Case Law Details

Case Name : CIT Vs ABG Heavy Industries Ltd. (Bombay High Court)
Appeal Number : Appeal No: ITA No. 2663 of 2009
Date of Judgement/Order : 15/02/2010
Related Assessment Year :
Courts : All High Courts (6281) Bombay High Court (1092)

CASE LAWS DETAILS

DECIDED BY: HIGH COURT OF BOMBAY,

IN THE CASE OF : CIT Vs ABG Heavy Industries Ltd., APPEAL NO: ITA No. 1687, 2121, 2291, 2663 of 2009 and 416 of 2010, DECIDED ON: February 15, 2010

RELEVANT PARAGRAPH

11. The object of Section 80IA was to provide an impetus to the growth of infrastructure in the nation. A sound infrastructure is a sine qua non for economic development. Absence of infrastructure poses significant barriers to growth and development. A model which relied exclusively on the provision of basic infrastructure by the State was found to be deficient. Section 80IA was an instrument of legislative policy, conceived with a view to provide an impetus to private sector participation in infrastructural projects. Consistent with the legislative object of encouraging private sector participation in the development of infrastructure, Section 80IA was enacted. Contemporaneously, with the provisions which were made by Parliament in Section 80IA of the Act, explanatory circulars issued in an administrative capacity by the CBDT held the field. These circulars gave expression to the scope and ambit of the concession that was provided by Section 80IA of the Act. On 14th August 1995, Circular 717 was issued by the Central Board of Direct Taxes. The circular, insofar as is material provided thus :

“Five year tax holiday for infrastructure development :

34.1

34.2 Industrial modernisation requires a massive expansion of, and qualitative improvement is infrastructure. Our country is very deficient in infrastructure such as expressways, highways, airports, ports and rapid urban rail transport systems. Additional resources are needed to fulfil the requirements of the country within a reasonable time frame. In many countries the BOT (build operate transfer) or the BOOT (build operate transfer) concepts have been utilised for developing new infrastructure.
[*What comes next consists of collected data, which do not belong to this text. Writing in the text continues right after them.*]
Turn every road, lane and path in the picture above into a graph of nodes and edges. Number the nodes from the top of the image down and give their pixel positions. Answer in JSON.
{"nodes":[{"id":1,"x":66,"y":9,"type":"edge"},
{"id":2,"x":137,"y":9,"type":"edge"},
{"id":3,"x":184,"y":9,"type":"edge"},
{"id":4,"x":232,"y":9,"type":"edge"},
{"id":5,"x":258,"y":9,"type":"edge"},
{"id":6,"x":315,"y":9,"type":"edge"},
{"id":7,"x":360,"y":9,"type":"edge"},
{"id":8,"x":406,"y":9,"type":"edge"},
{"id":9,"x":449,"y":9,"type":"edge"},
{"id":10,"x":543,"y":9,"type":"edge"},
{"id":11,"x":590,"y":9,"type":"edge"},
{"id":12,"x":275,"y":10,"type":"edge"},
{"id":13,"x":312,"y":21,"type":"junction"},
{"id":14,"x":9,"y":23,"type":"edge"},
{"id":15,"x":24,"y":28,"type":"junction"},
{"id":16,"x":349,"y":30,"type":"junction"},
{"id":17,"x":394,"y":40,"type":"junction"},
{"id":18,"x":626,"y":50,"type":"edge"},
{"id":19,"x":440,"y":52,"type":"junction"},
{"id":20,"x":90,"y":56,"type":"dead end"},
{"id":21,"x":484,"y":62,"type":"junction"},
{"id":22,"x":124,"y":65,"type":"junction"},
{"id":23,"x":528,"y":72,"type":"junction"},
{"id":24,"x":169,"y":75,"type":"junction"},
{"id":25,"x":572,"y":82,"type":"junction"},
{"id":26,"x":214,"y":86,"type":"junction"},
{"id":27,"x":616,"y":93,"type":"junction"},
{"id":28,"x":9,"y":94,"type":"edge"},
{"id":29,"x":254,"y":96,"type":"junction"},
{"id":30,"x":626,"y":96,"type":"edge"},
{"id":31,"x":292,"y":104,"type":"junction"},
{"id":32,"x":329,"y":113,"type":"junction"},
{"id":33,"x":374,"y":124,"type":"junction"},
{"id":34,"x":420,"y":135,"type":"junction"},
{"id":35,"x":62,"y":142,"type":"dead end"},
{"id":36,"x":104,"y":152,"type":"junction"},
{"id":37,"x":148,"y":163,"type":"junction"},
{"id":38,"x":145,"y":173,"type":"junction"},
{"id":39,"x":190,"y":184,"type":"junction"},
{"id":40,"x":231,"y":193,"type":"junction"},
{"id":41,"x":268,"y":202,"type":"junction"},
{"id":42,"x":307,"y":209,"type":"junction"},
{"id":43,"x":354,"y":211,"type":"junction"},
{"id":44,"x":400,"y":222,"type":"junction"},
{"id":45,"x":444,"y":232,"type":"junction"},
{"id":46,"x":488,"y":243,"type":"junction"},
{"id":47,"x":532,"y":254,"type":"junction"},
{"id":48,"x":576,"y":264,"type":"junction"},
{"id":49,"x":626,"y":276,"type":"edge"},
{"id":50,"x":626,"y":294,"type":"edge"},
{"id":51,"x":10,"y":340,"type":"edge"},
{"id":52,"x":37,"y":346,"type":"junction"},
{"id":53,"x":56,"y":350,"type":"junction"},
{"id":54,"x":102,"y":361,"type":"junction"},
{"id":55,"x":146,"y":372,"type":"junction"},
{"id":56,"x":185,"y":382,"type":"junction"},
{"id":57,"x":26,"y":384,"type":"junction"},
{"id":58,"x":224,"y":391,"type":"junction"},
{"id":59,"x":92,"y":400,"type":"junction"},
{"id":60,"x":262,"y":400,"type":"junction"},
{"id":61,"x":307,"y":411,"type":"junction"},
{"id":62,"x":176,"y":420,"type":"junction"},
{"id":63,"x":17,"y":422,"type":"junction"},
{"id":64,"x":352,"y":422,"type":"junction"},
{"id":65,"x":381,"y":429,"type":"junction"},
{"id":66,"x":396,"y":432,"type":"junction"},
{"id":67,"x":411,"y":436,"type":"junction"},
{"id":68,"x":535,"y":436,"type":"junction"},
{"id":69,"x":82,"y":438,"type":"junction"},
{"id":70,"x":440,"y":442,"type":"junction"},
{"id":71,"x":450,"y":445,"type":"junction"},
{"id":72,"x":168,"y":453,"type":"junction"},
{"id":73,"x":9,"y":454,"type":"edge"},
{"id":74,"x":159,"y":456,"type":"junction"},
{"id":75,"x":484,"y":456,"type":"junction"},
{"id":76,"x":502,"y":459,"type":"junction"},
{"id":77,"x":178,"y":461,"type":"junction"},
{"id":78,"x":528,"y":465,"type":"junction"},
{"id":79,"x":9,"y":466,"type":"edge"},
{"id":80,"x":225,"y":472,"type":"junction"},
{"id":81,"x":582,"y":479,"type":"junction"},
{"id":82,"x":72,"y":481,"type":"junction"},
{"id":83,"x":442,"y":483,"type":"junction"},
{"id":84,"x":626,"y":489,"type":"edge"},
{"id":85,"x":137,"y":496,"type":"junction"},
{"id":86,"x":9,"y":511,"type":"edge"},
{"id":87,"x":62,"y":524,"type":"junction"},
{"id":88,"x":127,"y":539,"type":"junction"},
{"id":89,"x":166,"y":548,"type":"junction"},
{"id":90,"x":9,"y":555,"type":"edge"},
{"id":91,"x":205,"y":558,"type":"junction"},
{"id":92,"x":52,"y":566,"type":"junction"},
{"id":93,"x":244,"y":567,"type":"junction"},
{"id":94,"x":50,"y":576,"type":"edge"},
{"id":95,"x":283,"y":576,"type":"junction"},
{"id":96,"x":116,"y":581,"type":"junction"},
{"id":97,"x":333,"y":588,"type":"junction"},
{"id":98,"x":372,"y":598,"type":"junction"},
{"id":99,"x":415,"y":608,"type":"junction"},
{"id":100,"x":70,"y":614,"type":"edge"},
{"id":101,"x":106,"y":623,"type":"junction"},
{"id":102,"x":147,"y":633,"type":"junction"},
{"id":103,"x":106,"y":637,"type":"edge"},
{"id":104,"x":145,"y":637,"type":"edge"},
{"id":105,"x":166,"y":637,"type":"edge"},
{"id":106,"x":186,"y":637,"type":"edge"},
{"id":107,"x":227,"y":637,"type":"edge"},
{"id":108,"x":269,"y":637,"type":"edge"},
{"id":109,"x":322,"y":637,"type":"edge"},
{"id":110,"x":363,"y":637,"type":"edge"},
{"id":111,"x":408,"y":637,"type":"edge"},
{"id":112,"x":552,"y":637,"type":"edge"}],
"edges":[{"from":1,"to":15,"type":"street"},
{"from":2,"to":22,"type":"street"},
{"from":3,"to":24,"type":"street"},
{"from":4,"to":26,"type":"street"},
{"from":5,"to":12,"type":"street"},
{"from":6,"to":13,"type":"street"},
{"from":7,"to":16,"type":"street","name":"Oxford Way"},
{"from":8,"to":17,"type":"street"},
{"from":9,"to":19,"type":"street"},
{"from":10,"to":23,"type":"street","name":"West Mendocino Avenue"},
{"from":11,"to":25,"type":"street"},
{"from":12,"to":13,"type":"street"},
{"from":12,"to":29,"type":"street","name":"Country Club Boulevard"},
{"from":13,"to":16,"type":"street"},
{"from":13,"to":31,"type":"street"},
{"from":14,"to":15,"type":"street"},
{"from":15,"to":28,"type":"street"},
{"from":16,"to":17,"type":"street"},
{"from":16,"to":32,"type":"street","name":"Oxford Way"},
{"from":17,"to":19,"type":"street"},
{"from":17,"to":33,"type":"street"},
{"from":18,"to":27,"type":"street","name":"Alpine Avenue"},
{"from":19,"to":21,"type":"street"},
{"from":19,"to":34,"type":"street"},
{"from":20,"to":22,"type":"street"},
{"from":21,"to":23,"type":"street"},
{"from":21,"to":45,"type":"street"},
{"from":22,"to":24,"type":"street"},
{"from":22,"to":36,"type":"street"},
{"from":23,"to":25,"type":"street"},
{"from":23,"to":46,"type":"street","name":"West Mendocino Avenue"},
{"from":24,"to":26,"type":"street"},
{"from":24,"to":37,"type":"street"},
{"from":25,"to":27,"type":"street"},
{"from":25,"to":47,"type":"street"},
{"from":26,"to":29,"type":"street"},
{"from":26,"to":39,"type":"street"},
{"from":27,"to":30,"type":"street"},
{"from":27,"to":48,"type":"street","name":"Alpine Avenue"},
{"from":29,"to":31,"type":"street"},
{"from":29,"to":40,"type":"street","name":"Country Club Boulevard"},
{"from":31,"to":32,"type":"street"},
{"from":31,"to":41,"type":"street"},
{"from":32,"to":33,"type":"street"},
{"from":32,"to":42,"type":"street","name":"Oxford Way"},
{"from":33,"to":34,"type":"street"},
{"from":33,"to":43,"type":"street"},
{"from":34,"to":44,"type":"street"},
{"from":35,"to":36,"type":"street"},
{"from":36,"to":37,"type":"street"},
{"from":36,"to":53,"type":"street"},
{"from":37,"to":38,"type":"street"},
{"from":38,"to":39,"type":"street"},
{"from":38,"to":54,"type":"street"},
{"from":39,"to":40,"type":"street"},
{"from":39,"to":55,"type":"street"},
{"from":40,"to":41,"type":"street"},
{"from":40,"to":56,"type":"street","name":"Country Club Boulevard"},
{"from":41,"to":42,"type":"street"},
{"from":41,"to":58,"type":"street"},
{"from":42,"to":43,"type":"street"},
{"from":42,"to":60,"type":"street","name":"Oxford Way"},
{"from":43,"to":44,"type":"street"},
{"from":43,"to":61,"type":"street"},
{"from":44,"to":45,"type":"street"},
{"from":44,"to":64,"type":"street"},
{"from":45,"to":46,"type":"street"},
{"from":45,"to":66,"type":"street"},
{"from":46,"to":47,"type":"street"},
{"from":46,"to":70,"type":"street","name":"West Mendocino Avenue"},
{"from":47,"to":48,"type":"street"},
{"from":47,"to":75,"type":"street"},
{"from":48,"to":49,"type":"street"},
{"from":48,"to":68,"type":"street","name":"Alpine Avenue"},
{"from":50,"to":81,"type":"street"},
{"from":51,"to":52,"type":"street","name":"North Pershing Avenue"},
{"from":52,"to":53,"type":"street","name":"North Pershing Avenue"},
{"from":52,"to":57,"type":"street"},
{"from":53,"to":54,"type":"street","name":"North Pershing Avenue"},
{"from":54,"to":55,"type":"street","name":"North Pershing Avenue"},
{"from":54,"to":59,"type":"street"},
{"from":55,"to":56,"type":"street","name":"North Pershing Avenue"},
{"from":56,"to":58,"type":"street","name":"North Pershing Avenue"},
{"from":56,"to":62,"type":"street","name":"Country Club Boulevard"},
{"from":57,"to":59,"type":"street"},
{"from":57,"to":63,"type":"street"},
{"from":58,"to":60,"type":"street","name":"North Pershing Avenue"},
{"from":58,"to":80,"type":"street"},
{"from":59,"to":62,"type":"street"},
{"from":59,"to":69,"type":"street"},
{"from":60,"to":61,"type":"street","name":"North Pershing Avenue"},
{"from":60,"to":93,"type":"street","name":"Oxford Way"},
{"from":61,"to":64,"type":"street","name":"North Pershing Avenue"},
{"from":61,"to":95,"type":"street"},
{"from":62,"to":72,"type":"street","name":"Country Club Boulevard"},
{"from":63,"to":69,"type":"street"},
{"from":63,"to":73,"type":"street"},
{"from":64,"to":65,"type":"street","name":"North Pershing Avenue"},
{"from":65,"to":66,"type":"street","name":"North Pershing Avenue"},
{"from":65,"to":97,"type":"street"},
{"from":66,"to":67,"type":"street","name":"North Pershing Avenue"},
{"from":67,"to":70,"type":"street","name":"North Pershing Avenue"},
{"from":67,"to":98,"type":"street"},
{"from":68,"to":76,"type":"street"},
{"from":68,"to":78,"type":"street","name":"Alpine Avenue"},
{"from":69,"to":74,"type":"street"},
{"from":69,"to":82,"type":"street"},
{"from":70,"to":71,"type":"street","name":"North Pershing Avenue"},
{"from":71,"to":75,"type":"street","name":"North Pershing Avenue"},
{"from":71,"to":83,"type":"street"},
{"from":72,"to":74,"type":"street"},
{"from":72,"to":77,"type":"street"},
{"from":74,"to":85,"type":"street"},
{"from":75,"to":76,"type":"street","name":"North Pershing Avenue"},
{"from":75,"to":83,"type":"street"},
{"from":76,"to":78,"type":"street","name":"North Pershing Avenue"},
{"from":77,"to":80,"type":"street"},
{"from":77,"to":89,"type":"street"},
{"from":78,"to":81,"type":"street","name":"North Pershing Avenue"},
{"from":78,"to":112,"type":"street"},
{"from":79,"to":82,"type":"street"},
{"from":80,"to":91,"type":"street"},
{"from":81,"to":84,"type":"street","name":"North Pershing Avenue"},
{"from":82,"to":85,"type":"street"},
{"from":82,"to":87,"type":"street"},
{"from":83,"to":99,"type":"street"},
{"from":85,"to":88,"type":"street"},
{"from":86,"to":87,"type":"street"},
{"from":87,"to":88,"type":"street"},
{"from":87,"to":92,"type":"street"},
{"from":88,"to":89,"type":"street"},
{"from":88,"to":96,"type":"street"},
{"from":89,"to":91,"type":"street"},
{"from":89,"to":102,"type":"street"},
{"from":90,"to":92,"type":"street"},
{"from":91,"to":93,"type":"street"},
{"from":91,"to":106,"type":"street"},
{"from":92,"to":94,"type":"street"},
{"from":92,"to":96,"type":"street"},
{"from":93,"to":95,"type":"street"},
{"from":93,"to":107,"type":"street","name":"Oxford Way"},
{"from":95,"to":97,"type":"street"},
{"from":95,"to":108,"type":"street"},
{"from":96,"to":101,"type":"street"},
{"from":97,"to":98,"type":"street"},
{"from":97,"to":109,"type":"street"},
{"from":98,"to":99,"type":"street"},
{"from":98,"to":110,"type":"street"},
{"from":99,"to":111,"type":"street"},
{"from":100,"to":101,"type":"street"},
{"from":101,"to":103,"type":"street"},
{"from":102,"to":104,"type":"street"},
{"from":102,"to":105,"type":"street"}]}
34.3 Applying commercial principles in the operation of infrastructure facilities can provide both managerial and financial efficiency. In view of this, a ten year concession including a five year tax holiday has been allowed for any enterprise which develops, maintains and operates any new infrastructure facility such as roads, highways, expressways, bridges, airports, ports and rail systems or any other public facility of similar nature as may be notified by the Board on BOT or BOOT or similar other basis (where there is an ultimate transfer of the facility to a Government or public authority). The enterprise has to enter into an agreement with the Central or State Government or a local authority or any other statutory authority for this purpose. The period within which the infrastructure facility has to be transferred needs to be stipulated in the agreement between the undertaking and the Government concerned. The enterprise has to be owned by a company registered in India or a consortium of such companies. The tax holiday will be in respect of income derived from the use of the infrastructure facilities developed by them.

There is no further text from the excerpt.